Heisenberg affermò l’impossibilità di misurare simultaneamente la posizione e la quantità di moto di un oggetto, oppure l’istante di tempo in cui un sistema si trova in un particolare stato e la corrispondente energia del sistema. La precisione con cui si misura la posizione e quella con cui si misura la velocità sono perciò inversamente proporzionali.

Il principio di indeterminazione è anche alla base del cosiddetto effetto tunnel.

Se spariamo un oggetto contro un muro di cemento, la fisica classica afferma che è impossibile  che l’oggetto passi attraverso il muro. Questo perché non possiede una quantità di energia sufficiente per farlo. Secondo la meccanica quantistica, invece, questo è solo improbabile: non si può infatti affermare che una particella, in un preciso istante, ha una certa quantità di energia.

 La particella può prendere in prestito dell’energia purchè la restituisca entro un lasso di tempo determinato dal principio di Heisenberg.

Nella nostra esperienza quotidiana, un oggetto, una volta messo in un recipiente, non può uscirne a meno che ne scavalchi le pareti: una biglia posta in un bicchiere, per esempio, resta lì dentro finché non le imprimiamo un impulso tale da farla saltare oltre il bordo.

Se un elettrone si comportasse come una particella classica, una volta messo in un recipiente dovrebbe restarvi confinato per sempre.
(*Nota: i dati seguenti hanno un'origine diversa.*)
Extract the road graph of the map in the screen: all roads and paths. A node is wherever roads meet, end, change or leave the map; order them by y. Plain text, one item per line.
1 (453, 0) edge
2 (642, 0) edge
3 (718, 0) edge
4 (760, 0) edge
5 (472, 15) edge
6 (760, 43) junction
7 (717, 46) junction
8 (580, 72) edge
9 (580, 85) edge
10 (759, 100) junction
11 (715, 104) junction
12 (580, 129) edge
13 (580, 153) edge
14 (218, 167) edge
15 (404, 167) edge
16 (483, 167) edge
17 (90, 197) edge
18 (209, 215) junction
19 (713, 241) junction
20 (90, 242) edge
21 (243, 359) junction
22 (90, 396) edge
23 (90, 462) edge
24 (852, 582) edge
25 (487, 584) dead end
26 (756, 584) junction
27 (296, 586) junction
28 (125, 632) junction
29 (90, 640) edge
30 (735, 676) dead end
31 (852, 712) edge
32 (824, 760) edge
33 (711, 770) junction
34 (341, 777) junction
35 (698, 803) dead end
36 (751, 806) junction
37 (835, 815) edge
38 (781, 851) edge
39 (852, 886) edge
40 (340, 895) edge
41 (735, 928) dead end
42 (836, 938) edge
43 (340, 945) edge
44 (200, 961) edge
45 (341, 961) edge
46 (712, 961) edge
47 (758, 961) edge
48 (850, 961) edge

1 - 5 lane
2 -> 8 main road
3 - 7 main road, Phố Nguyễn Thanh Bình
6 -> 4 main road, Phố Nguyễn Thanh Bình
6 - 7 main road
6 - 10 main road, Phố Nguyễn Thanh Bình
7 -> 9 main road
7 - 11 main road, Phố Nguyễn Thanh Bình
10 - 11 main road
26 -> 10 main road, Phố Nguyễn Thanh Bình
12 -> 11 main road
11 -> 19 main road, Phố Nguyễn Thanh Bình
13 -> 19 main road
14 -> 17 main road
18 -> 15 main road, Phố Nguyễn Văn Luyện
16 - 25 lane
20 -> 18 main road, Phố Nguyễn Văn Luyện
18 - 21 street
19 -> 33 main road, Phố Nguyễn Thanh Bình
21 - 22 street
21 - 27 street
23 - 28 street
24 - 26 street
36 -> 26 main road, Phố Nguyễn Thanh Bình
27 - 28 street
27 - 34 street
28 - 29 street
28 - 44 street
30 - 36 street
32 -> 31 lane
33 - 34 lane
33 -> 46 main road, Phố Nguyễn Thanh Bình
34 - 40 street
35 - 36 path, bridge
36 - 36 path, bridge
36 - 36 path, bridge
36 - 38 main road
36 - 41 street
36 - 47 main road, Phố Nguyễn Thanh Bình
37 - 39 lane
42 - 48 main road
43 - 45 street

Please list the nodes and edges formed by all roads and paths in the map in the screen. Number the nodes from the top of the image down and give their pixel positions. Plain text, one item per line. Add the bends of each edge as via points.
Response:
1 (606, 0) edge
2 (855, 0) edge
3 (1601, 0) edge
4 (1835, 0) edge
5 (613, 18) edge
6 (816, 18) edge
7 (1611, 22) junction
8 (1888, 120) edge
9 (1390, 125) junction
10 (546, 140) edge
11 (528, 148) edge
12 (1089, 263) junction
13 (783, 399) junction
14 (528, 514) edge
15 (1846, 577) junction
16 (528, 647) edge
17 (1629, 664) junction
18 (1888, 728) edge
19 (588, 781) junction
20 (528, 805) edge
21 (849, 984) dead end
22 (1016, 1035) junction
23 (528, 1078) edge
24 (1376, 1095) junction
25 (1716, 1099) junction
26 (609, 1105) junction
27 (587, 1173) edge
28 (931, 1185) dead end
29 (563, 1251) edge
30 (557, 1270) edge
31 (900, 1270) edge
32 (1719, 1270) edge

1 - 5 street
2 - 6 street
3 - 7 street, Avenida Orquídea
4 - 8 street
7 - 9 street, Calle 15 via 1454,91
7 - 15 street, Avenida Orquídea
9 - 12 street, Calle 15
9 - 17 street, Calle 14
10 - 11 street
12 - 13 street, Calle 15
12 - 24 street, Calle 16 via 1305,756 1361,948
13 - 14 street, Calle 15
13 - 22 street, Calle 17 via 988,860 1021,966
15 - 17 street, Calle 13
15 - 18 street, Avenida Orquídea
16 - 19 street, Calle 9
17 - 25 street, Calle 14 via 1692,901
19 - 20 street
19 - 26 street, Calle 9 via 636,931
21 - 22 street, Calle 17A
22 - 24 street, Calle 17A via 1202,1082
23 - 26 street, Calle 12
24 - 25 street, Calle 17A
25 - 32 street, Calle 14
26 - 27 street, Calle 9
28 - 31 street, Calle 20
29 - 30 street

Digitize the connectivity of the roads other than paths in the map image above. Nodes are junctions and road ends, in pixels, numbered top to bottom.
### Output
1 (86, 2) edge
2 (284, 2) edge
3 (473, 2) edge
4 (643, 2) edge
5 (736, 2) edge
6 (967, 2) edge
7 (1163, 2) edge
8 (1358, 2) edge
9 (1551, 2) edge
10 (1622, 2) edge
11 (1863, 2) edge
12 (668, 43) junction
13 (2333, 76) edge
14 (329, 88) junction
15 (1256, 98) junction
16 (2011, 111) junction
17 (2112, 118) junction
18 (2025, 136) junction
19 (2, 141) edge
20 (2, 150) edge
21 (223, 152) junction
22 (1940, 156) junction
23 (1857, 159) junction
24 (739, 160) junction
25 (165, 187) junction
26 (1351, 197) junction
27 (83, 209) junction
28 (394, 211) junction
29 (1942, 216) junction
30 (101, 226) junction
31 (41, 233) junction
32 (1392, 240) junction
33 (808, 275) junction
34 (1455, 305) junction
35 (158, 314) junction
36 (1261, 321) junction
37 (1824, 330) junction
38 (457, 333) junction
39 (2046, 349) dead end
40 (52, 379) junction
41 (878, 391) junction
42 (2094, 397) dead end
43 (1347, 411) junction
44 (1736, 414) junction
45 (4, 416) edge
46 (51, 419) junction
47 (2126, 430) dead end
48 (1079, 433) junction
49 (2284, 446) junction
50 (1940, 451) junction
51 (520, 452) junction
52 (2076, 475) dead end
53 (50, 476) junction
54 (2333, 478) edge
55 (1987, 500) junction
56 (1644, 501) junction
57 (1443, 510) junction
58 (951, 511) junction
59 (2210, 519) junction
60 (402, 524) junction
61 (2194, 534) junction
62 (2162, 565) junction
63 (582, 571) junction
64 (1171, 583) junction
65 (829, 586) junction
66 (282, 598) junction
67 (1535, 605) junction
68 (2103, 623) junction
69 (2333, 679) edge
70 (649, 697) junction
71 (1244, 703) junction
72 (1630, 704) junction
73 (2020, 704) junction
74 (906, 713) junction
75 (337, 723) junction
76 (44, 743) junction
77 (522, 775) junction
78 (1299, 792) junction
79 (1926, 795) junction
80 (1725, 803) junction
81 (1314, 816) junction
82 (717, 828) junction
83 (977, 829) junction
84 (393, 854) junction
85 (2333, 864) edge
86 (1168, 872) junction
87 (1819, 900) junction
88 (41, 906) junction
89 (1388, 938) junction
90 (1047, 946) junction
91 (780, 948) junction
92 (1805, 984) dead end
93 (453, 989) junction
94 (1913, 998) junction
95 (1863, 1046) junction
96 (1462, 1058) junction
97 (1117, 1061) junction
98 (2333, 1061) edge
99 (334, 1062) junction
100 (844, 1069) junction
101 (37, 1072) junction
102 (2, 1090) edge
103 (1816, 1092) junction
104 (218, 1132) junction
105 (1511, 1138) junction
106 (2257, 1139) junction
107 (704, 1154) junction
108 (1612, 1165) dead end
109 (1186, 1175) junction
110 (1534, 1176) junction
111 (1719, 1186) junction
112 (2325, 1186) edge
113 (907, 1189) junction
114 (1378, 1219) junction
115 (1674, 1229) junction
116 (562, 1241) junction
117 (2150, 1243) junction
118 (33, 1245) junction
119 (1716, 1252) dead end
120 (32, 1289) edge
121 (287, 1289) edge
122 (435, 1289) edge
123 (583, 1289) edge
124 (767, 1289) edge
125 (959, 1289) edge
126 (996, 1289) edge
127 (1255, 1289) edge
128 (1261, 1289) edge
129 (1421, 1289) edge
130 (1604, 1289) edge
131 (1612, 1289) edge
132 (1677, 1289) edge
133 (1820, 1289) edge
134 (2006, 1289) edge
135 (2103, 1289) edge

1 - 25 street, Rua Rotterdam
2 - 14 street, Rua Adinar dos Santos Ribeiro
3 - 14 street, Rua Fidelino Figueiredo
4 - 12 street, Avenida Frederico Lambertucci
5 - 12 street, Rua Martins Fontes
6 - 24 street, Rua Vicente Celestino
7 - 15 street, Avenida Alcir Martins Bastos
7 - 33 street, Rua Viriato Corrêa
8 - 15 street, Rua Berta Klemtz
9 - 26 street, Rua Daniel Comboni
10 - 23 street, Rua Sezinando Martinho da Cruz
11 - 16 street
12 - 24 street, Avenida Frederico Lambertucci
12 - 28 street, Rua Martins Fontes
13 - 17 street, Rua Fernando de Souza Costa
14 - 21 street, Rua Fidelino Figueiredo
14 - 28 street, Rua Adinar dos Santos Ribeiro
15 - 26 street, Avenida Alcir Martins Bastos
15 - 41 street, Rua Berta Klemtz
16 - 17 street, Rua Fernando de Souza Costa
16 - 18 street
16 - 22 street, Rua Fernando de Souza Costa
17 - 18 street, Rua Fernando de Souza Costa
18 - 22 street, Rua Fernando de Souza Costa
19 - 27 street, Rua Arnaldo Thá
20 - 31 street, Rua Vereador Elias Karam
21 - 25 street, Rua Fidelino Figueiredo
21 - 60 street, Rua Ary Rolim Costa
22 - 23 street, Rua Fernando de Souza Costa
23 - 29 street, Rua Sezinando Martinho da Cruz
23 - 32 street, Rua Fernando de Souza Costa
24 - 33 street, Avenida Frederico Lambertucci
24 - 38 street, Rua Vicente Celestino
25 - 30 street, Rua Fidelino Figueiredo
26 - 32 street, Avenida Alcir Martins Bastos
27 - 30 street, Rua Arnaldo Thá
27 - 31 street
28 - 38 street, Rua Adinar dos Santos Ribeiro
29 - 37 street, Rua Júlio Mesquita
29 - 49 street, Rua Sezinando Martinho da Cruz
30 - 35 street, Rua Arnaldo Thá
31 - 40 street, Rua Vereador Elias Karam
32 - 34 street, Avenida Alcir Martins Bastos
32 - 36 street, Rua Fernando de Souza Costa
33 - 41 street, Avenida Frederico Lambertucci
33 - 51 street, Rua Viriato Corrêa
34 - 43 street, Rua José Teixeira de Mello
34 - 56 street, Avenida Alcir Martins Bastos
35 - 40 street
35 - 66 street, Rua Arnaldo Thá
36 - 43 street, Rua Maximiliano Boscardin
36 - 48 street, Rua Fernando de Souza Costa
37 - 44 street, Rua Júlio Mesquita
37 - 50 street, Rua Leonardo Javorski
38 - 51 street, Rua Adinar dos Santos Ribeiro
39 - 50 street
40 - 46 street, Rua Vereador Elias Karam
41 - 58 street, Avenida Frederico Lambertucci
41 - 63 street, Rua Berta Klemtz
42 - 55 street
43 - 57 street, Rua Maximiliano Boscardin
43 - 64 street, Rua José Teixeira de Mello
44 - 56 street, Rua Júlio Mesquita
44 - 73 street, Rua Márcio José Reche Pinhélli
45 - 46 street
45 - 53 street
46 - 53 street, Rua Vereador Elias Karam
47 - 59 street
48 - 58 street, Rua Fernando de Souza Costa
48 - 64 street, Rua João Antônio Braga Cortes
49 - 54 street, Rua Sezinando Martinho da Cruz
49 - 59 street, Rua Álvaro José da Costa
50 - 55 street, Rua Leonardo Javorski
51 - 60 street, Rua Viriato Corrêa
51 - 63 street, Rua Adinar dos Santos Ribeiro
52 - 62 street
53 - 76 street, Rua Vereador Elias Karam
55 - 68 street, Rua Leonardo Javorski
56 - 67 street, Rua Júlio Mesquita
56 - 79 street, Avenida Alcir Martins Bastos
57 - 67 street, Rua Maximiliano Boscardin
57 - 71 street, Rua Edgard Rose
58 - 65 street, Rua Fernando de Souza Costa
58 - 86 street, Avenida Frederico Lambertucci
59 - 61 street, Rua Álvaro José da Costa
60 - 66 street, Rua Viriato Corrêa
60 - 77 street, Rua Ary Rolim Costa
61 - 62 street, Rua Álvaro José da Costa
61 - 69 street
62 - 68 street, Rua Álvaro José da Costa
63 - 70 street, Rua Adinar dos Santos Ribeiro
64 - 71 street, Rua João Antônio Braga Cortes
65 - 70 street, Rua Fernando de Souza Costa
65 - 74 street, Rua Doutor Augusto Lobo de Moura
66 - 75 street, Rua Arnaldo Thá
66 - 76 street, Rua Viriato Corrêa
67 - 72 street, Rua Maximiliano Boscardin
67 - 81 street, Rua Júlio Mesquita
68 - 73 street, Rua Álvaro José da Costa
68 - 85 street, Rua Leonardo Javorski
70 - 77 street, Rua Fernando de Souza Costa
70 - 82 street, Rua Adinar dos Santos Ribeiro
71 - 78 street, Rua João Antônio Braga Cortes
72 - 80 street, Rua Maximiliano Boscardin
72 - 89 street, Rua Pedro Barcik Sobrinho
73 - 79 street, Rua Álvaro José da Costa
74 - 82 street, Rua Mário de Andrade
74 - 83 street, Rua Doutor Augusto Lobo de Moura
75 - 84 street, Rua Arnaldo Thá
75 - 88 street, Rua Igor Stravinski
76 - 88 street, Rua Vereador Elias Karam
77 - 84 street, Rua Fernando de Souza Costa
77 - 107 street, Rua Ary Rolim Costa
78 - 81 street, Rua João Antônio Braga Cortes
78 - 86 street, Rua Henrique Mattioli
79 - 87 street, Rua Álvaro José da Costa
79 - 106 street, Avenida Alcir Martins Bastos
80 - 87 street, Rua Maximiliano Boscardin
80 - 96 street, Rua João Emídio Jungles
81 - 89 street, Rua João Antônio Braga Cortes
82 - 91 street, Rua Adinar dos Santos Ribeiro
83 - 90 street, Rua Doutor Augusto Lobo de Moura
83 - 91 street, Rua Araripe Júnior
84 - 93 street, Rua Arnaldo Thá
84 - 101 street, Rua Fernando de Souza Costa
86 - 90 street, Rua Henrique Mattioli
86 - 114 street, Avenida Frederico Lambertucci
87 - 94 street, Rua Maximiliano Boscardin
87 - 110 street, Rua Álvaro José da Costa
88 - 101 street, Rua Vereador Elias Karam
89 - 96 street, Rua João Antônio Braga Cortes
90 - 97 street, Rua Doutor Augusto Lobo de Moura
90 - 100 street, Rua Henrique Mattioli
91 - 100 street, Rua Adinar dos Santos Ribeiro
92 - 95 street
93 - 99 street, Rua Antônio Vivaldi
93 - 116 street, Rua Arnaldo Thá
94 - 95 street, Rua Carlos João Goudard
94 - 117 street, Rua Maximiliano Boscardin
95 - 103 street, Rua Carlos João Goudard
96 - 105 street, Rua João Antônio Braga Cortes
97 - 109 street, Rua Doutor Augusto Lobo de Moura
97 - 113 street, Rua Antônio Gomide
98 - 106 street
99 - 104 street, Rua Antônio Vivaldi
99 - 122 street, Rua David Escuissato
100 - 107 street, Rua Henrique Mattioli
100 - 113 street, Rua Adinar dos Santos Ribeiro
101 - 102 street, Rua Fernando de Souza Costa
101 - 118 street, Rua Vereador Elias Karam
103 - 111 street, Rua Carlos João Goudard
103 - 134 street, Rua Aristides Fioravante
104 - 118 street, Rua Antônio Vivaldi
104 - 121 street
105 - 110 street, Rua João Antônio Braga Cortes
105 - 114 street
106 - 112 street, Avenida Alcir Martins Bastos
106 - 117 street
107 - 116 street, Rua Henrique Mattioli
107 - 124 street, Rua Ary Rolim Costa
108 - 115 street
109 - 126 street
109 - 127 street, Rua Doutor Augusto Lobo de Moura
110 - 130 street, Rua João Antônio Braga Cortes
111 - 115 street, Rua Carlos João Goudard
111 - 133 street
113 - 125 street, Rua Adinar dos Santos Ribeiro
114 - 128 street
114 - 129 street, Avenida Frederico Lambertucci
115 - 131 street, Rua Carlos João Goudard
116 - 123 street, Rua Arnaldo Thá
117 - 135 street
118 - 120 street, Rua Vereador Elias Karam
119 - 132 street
In realtà però gli elettroni possono mostrare un comportamento ondulatorio oltre che corpuscolare. La funzione d’onda dell’elettrone prevede che, anche se imprigionato in un contenitore, esso abbia una probabilità non nulla di attraversare le pareti del recipiente e sfuggire all’esterno.

Ciò ci appare incomprensibile perché estraneo alla nostra esperienza: se mettiamo una camicia nel cassetto, non pensiamo che essa possa uscirne.